Briefkopf Gericht der Division 177, Standort Loquaiplatz. Bildquellen: Dokumentationsarchiv des österreichischen Widerstands / www.doew.at

Gericht der Division 177, Standort Loquaiplatz

Im Gebäude Loquaiplatz 9 befand sich ab 1939 bis zur Befreiung ein Gerichts der NS-Militärjustiz. Es war Teil eines Unrechtsregimes das Deserteure, Selbstverstümmler, Saboteure, Wehrdienstverweigerer, usw. verfolgte.

Geschichte vor 1938
Die Geschichte des Gebäudes am Loquaiplatz 9 (mit Fronten zur Königsegggasse 10 bzw. Otto-Bauer-Gasse 7-9, damals: Kasernengasse 7-9) ist eng mit der ArbeiterInnen- und Gewerkschaftsbewegung verbunden. Deren Einrichtungen litten unter Platznot, weswegen für die Arbeiter-Krankenkasse das Gebäude errichtet und 1904 bezogen wurde. Das Haus war während der Ersten Republik deshalb auch Angriffen ausgesetzt, etwa im September 1932 während des Wiener NSDAP-Gauparteitages.
Das Haus bezog 1934 – nach dem Verbot aller sozialdemokratischen und gewerkschaftlichen Organisationen – die austrofaschistische Einheitsgewerkschaft und eine Soldatenorganisation.

Nach dem „Anschluss“
Direkt nach dem „Anschluss“ Österreichs übernahm die Deutsche Arbeitsfront (DAF)  das Gebäude. Bald darauf meldete die Wehrmacht Verwendung an, welche zu diesem Zeitpunkt auf der Suche nach Gerichts- und Haftgebäude war. Noch 1939 übersiedelten Teile des Gerichts der Division 177 aus der Zentrale am Stubenring ins Gebäude Loquaiplatz 9.

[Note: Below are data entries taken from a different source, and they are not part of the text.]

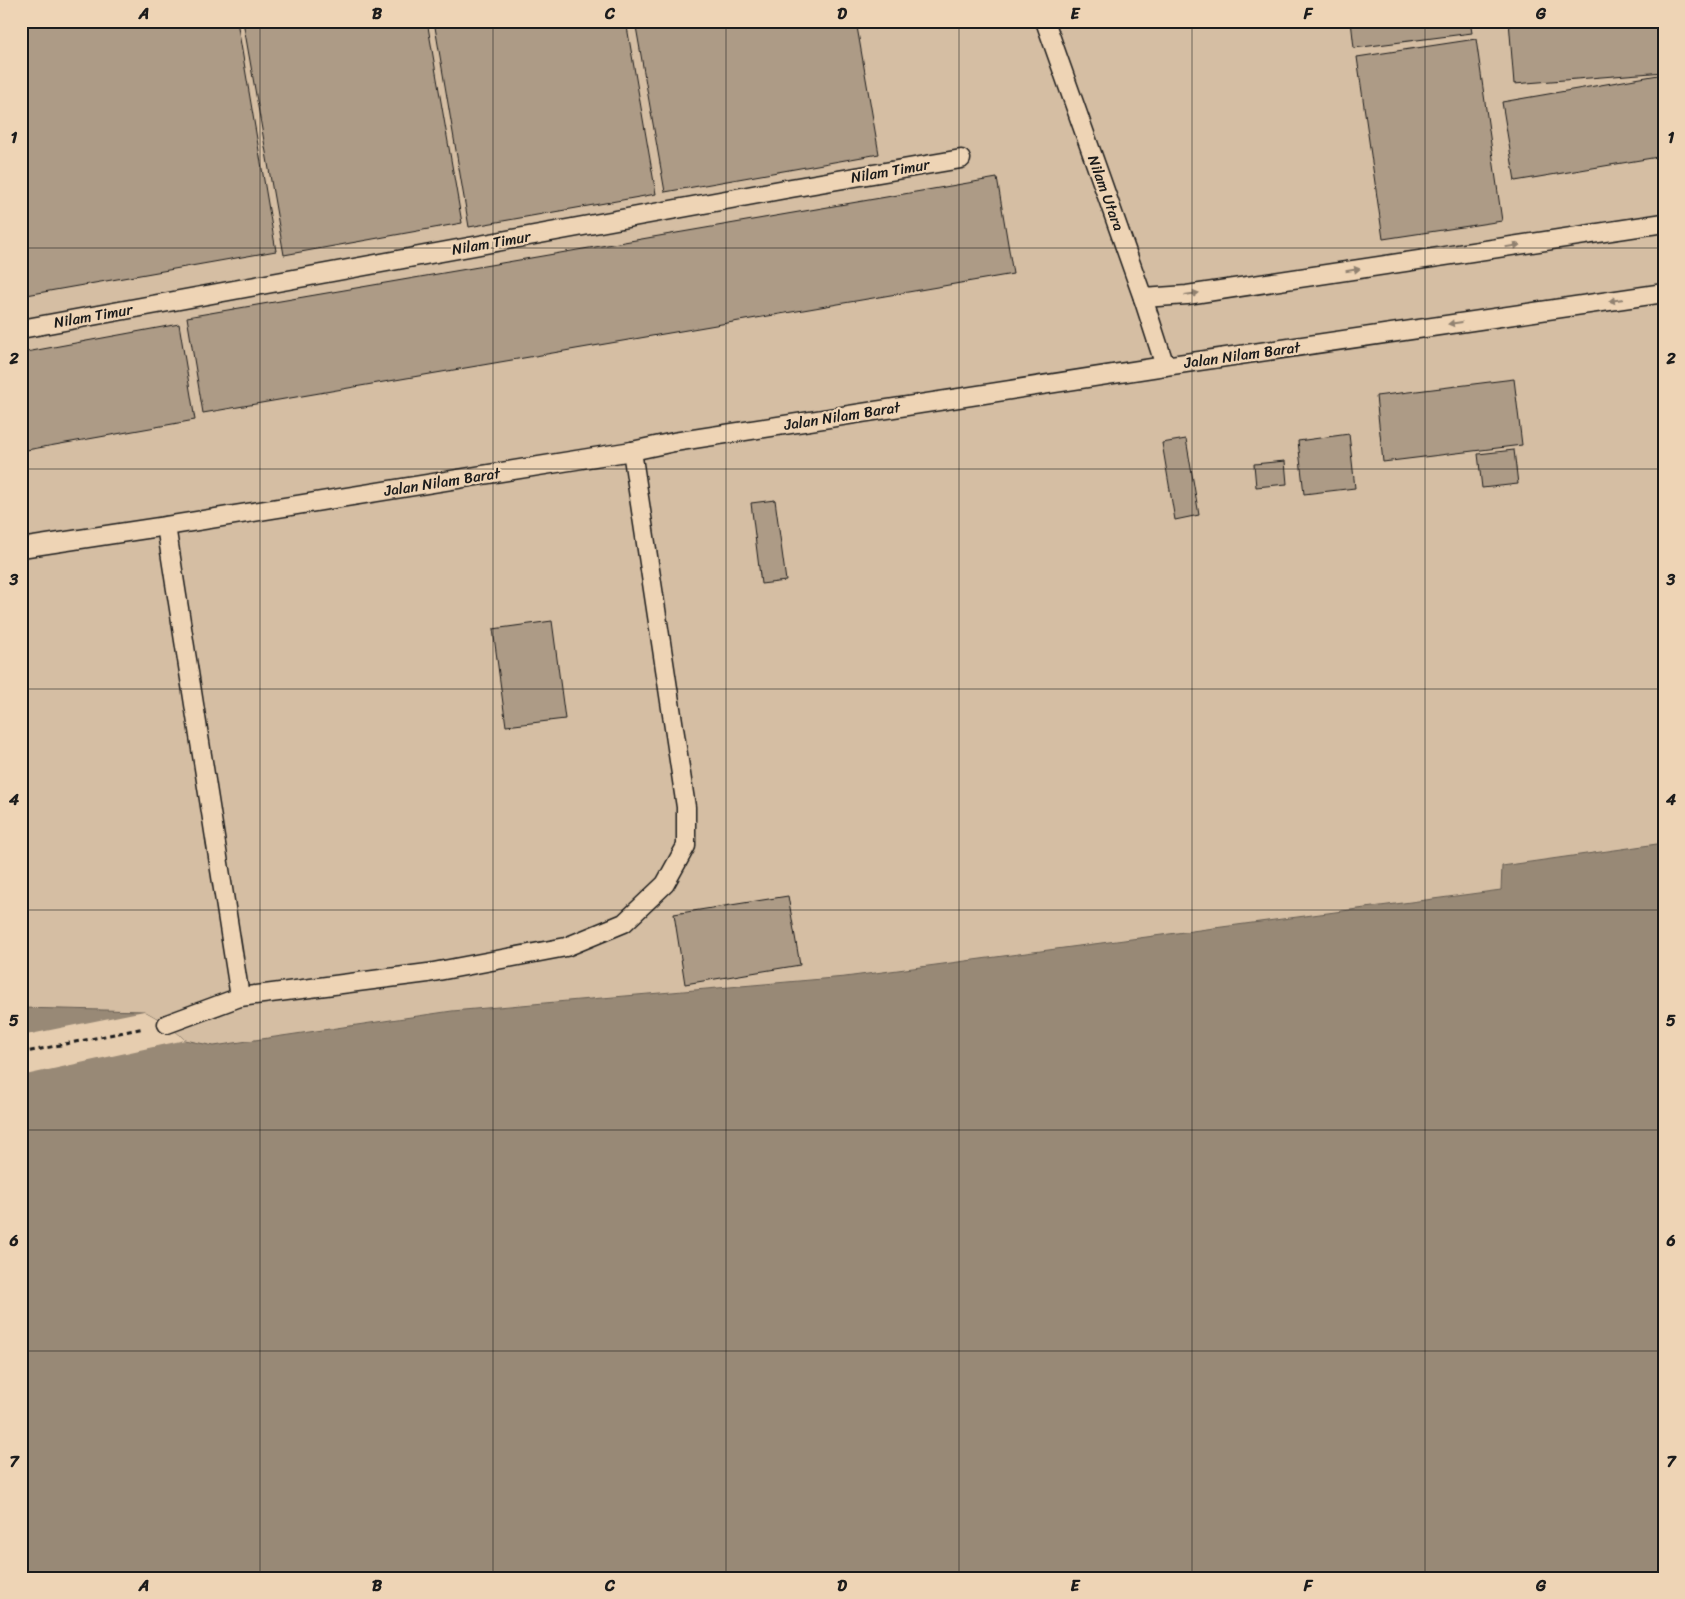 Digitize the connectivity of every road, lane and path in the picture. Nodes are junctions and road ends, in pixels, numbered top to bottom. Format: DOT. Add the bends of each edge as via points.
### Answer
graph roads {
  1 [pos="1045,21"];
  2 [pos="961,158"];
  3 [pos="1664,223"];
  4 [pos="1664,293"];
  5 [pos="1143,298"];
  6 [pos="21,329"];
  7 [pos="1165,366"];
  8 [pos="632,450"];
  9 [pos="166,526"];
  10 [pos="21,548"];
  11 [pos="240,997"];
  12 [pos="167,1024"];
  13 [pos="21,1053"];
  1 -- 5 [label="lane, Nilam Utara"];
  2 -- 6 [label="lane, Nilam Timur"];
  5 -- 3 [label="lane, one-way" via="1187,295"];
  4 -- 7 [label="lane, Jalan Nilam Barat, one-way"];
  5 -- 7 [label="lane, Nilam Utara"];
  7 -- 8 [label="lane, Jalan Nilam Barat"];
  8 -- 9 [label="lane, Jalan Nilam Barat"];
  8 -- 11 [label="lane" via="686,807 686,846 665,884 624,923 566,947 428,973"];
  9 -- 10 [label="lane, Jalan Nilam Barat"];
  9 -- 11 [label="lane"];
  11 -- 12 [label="lane"];
  12 -- 13 [label="path"];
}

Verfügung des Gerichts der Division 177, Standort Loquaiplatz 9 über die Vorführung eines Verdächtigen zur Hauptverhandlung (Quelle: DÖW)

Verfügung des Gerichts der Division 177, Standort Loquaiplatz 9 über die Vorführung eines Verdächtigen zur Hauptverhandlung (Quelle: DÖW)

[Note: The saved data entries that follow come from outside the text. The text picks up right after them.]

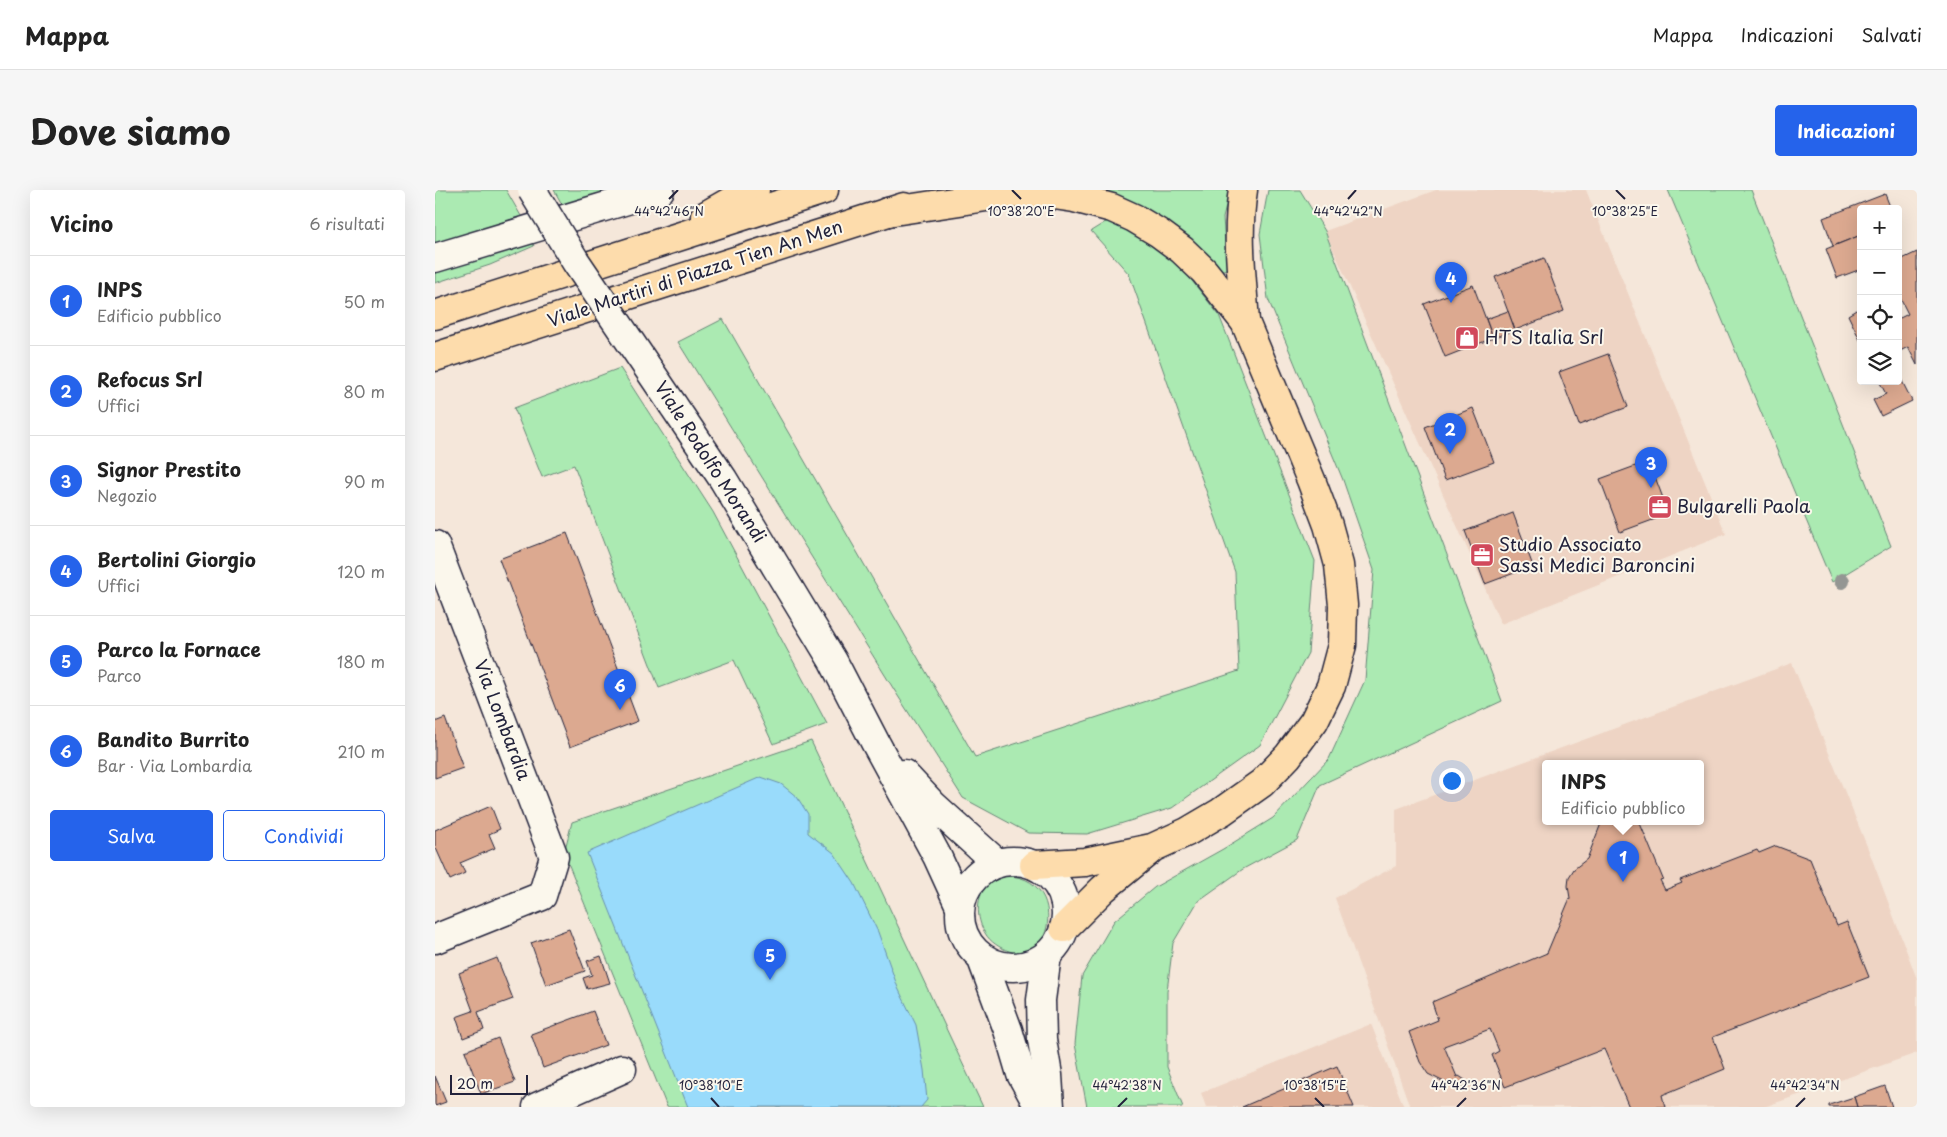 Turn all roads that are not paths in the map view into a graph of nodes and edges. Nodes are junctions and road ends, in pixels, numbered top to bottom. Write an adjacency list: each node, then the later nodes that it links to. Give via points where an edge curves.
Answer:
1 (532, 190): 14 (street, Viale Rodolfo Morandi, bridge, via 774,561 833,661)
2 (660, 190): 9 (street)
3 (755, 190): 8 (highway)
4 (824, 190): 8 (highway)
5 (955, 190): 7 (highway, Viale Martiri di Piazza Tien An Men)
6 (1243, 190): 11 (highway, via 1239,250)
7 (887, 212): 11 (highway, via 1006,194 1041,193 1112,208 1134,218 1183,250); 12 (highway, Viale Martiri di Piazza Tien An Men)
8 (655, 244): 10 (highway)
9 (435, 258)
10 (435, 315)
11 (1245, 322): 15 (highway, via 1329,525 1339,565 1342,645 1331,686 1314,722 1288,756 1262,783 1221,812)
12 (435, 357)
13 (435, 545): 20 (street, Via Lombardia, via 554,857 543,896)
14 (875, 742): 16 (street, Viale Rodolfo Morandi, via 934,806); 18 (street, Viale Rodolfo Morandi, via 937,856)
15 (1152, 848): 17 (highway, via 1085,862); 19 (highway, via 1103,889)
16 (997, 863): 17 (street, Viale Rodolfo Morandi, via 1009,861); 18 (street, via 981,871 969,884)
17 (1034, 865): 19 (street, Viale Rodolfo Morandi, via 1057,884 1064,898)
18 (959, 904): 22 (street, Viale Rodolfo Morandi, via 961,929 967,942)
19 (1064, 928): 21 (street, Viale Rodolfo Morandi, via 1058,943)
20 (435, 939)
21 (1047, 955): 22 (street, Viale Rodolfo Morandi, via 1019,967 1003,967); 26 (street, Viale Rodolfo Morandi, via 1041,1000)
22 (981, 957): 25 (street, Viale Rodolfo Morandi, via 1021,1074)
23 (621, 1069): 24 (street)
24 (537, 1107)
25 (1039, 1107)
26 (1050, 1107)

Nutzung durch die Wehrmachtsjustiz
Im Gebäude fanden Richter und ihre MitarbeiterInnen sowie Gerichtsherren und ihre Stäbe Platz. Man nützte dazu zwei Etagen (erster Stock und Hochparterre) als Gerichts- und Büroräumlichkeiten, die Etagen darüber als Wohnungen. Zumindest 1944 diente der Standort am Loquaiplatz als „Hauptstelle“ der Division 177. Diese verfügte zu diesem Zeitpunkt über drei Standorte in Wien und eine in Brno/Brünn, elf bis 17 Richter sprachen an diesen Recht.
Unter den am Mariahilfer Standort tätigen Militärrichtern war Karl Everts, Leopold Breitler und Erich Schwinge, ein zentraler Kommentator des NS-Militärstrafrechts und nach dem Krieg Apologet der Wehrmachtjustiz.

Ansicht des Gebäudes heute (jedoch noch ohne Gedenktafel), Ecke Loquaiplatz und Königsegggasse (Bild: Alexander Wallner)

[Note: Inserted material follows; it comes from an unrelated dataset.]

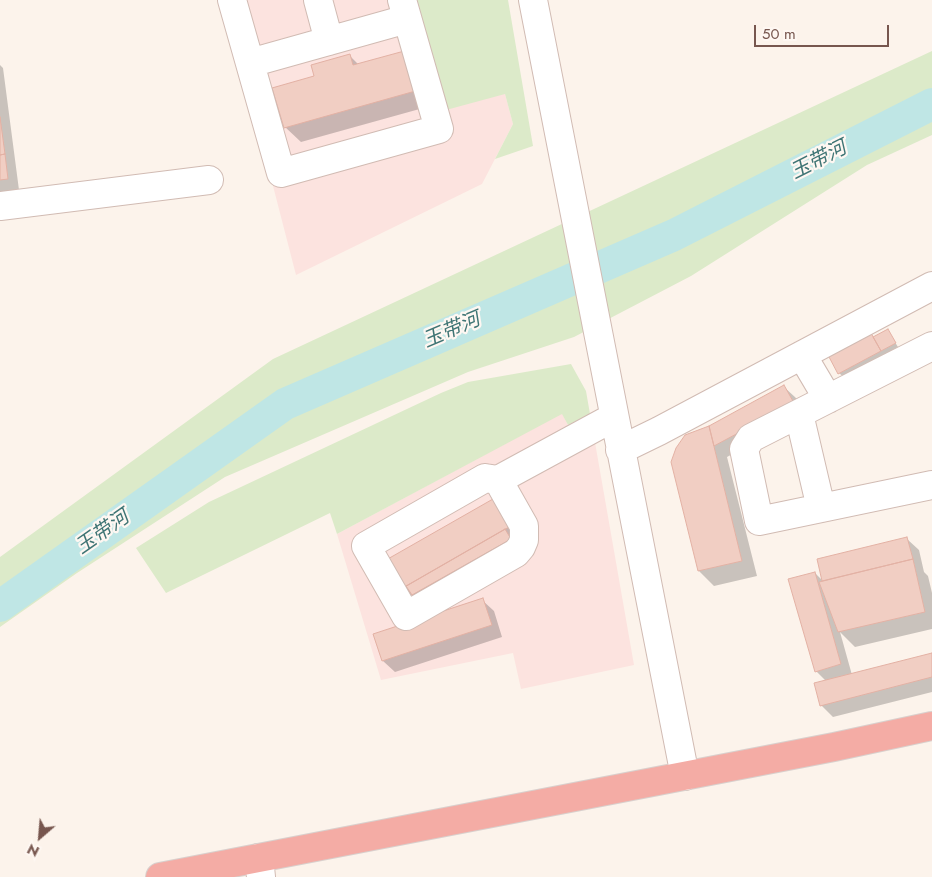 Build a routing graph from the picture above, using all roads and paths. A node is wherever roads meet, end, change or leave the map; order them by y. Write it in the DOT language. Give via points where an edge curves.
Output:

Ansicht des Gebäudes heute (jedoch noch ohne Gedenktafel), Ecke Loquaiplatz und Königsegggasse (Bild: Alexander Wallner)

Urteilsbestätigung durch Gerichtsherren
Die der Militärgerichtsbarkeit zugrundeliegende Logik verlangte eine Bestätigung jedes Urteils durch den Gerichtsherren. Der Loquaiplatz war einer jener Dienstorte von Gerichtsherren, an denen die Urteile – von der Arreststrafe bis zum Todesurteil – wirksam und gültig wurden. Für die meisten Verfahren der Division 177 war dies Generalmajor Erich Müller-Derichsweiler.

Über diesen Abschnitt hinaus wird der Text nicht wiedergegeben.